-- Problem to work on --
The word "roads" occurs in some lines of the listing. Copy those lines.

-- Listed entries --
BEGIN

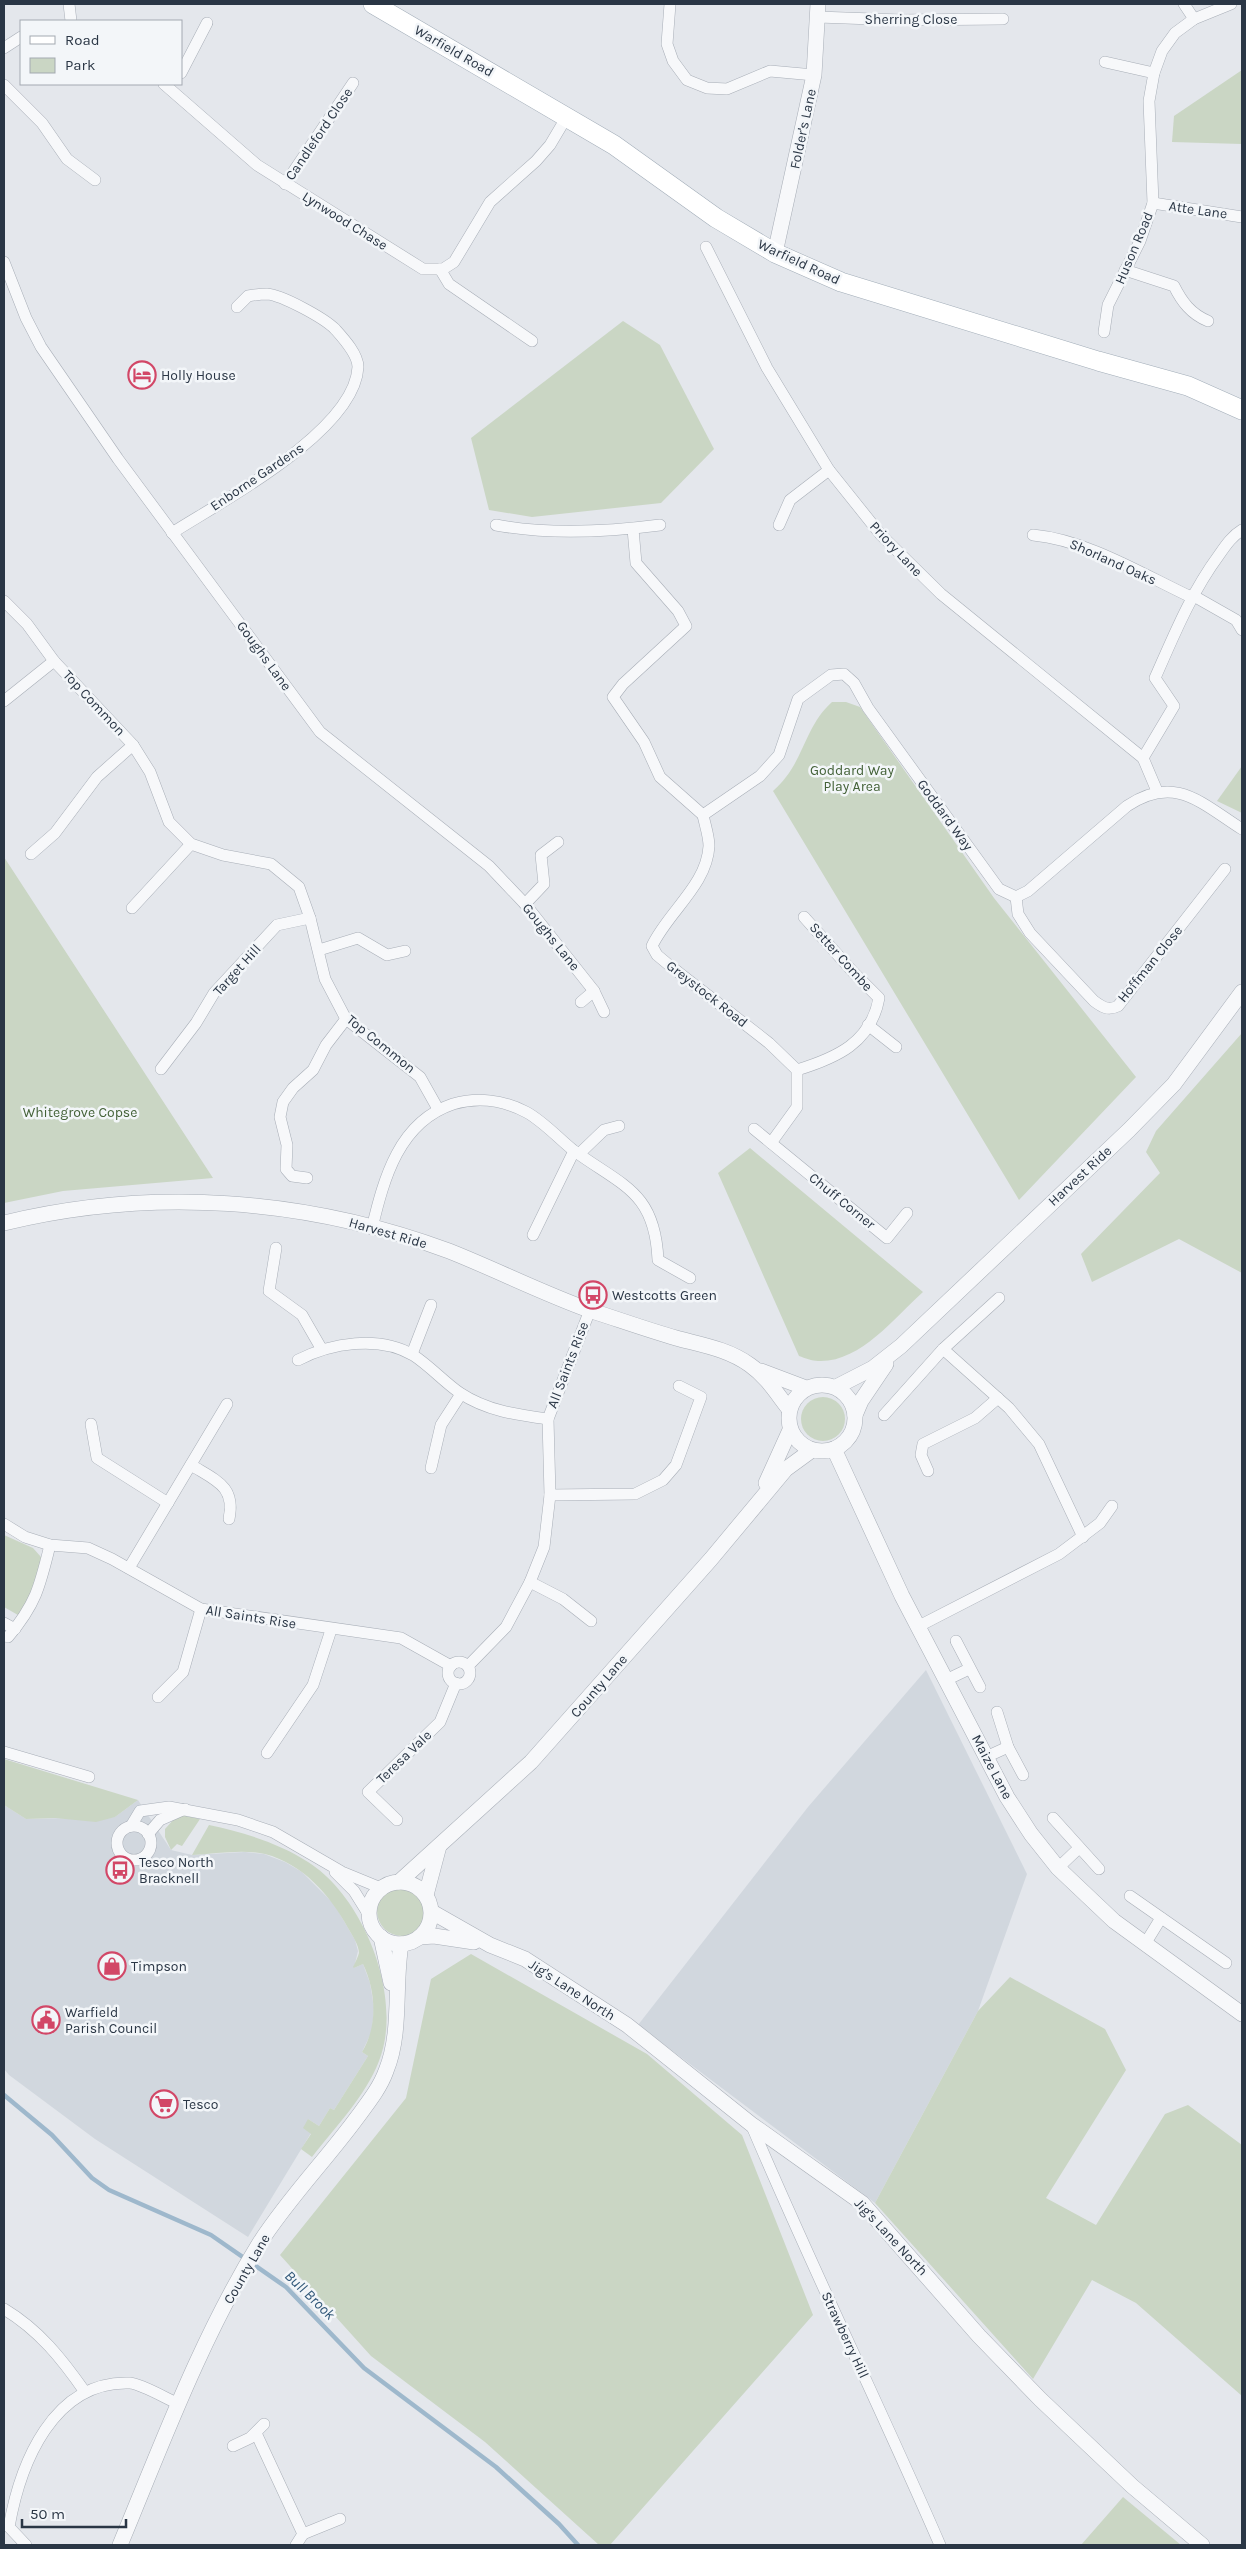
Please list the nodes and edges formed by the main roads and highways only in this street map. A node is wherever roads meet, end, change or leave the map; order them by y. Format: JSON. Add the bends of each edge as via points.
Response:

END
BEGIN

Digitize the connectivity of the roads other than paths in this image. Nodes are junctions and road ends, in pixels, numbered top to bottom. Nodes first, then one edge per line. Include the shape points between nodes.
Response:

END

-- Completed task --
Please list the nodes and edges formed by the main roads and highways only in this street map. A node is wherever roads meet, end, change or leave the map; order them by y. Format: JSON. Add the bends of each edge as via points.
Digitize the connectivity of the roads other than paths in this image. Nodes are junctions and road ends, in pixels, numbered top to bottom. Nodes first, then one edge per line. Include the shape points between nodes.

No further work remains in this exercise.